[Previous entry: "To moms, to dads, to grannies..."] [Next entry: "A Museum for Virtual Hope"]
05/02/2005: "Texas, New York, Philadelphia" by Sue Spaid
Between a fecund spring, bizarrely book-ended by two spontaneous snowstorms, and a plethora of amazing art exhibitions, April has been one of the most glorious months ever. I managed to visit museums in Texas, Pennsylvania and New York City. Maybe this would be better as T.V.!
Houston-
I arrived six hours later than scheduled, so I was lucky that the MFA is open late Saturday nights and my parents were eager to check out some exhibitions! Our first stop was CAM, whose “Double Consciousness: Black Conceptual Art Since 1970” expanded our conception of conceptual art to include intuitive works like Chakaia Booker’s tire strip sculptures, Senga Ngudi’s sand installation and Bert Long’s compelling frozen installation, which was surprisingly colorful. Another great surprise was Beth Coleman and Howard Goldkrand’s Mobile Stealth Unit (Pink Noise #2) (1999), a giant motor cycle geared to go.

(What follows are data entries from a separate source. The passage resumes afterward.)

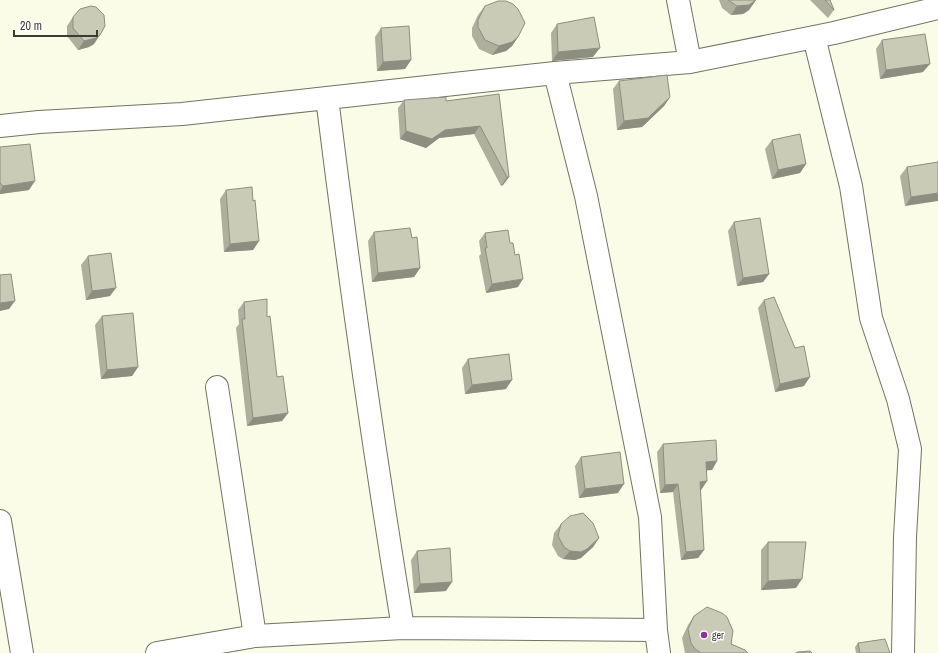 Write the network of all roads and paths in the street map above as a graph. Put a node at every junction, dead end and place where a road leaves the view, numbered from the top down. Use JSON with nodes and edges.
{"nodes":[{"id":1,"x":678,"y":0,"type":"edge"},
{"id":2,"x":938,"y":8,"type":"edge"},
{"id":3,"x":814,"y":37,"type":"junction"},
{"id":4,"x":690,"y":62,"type":"junction"},
{"id":5,"x":555,"y":73,"type":"junction"},
{"id":6,"x":327,"y":98,"type":"junction"},
{"id":7,"x":0,"y":126,"type":"edge"},
{"id":8,"x":217,"y":387,"type":"dead end"},
{"id":9,"x":0,"y":520,"type":"edge"},
{"id":10,"x":402,"y":628,"type":"junction"},
{"id":11,"x":656,"y":630,"type":"junction"},
{"id":12,"x":254,"y":636,"type":"junction"},
{"id":13,"x":22,"y":653,"type":"edge"},
{"id":14,"x":157,"y":653,"type":"edge"},
{"id":15,"x":659,"y":653,"type":"edge"},
{"id":16,"x":903,"y":653,"type":"edge"}],
"edges":[{"from":1,"to":4,"type":"street"},
{"from":2,"to":3,"type":"street"},
{"from":3,"to":4,"type":"street"},
{"from":3,"to":16,"type":"street"},
{"from":4,"to":5,"type":"street"},
{"from":5,"to":6,"type":"street"},
{"from":5,"to":11,"type":"street"},
{"from":6,"to":7,"type":"street"},
{"from":6,"to":10,"type":"street"},
{"from":8,"to":12,"type":"street"},
{"from":9,"to":13,"type":"street"},
{"from":10,"to":11,"type":"street"},
{"from":10,"to":12,"type":"street"},
{"from":11,"to":15,"type":"street"},
{"from":12,"to":14,"type":"street"}]}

Downstairs was a delightful exhibition of Bodys Isek Kingelez’s magical maquettes for urban dwellings, which would look amazing if anyone would actually build them. En route to the MFA, we passed Jésus Rafael Soto’s Penetrable amarillio (1973/1995), a wonderful participatory work that turns your vista yellow, when you are standing amidst hundreds of dangling yellow tubes. I had come to see “African Art Now: Masterpieces from the Jean Pigozzi Collection,” so I felt fortunate that Alfredo Jaar’s The Eyes of Gutete Emerita was also on view, since I was preparing for my upcoming talk on refugees. Two standouts in the contemporary African exhibition were Phillip Kwame Apagya Come on Board (2000), which consisted of photographs of people with various painted backdrops that seem totally real at first glance, and Romuald Hazoumé Benin Roulette (2003-4), a sculpture that honors daring entrepreneurs, who drive bikes loaded-down with plastic jugs to Nigeria and buy cheaper gasoline , which they sell in Benin. My mom found the exhibition of 200 jewels and watches from the “Cartier Collection” particularly gratifying. The objects’ details were amazingly intricate, but I enjoyed Ettore Sottsass’s exquisite exhibition design even more. The next day, we drove to Galveston to see a hilarious play, “Red, White and Tuna,” which I heartily recommend if you enjoy a good belly laugh. But, it may not make any sense if you’re not Texan!
Dallas/Ft. Worth
This time, my parents were also eager to visit the DMA. They had their eyes set on an exhibition about China’s last emperor and I wanted to see Robert Smithson’s survey for a second time, especially since the first time I missed video concerning Asphalt Rundown, his Rome project described in my January blog. I also wanted to find Smithson’s drawing that reveals where he got his Sanibel shells, which somehow I forgot is dedicated to Andy, so he must have traded it to Warhol for art or cash. The site is Sanibel’s most southwestern beach, so if I was there, it was accidental. I even appreciated the Chinese exhibition, whose Accoustiguide tracks for kids were much more enjoyable than their adult counterparts. After the DMA, I crossed the street, hoping to catch the Nasher Sculpture Center, designed by Renzo Piano, before it closed. I got a brief peak, but they were still on winter hours, so I missed some parts. When I returned to the DMA, I found my dad talking to a Japanese environmental artist named Ritsuko Taho, who we invited along to our next stop, Patricia Johanson’s Fairpark Lagoon inside the State of Texas Fairgrounds. We drove to Ft. Worth for dinner and discovered Zoë, a real deal on Tuesday nights. Not only are all delicious dishes two for one, but wines are half-price. I highly recommend it, even on a full-price day!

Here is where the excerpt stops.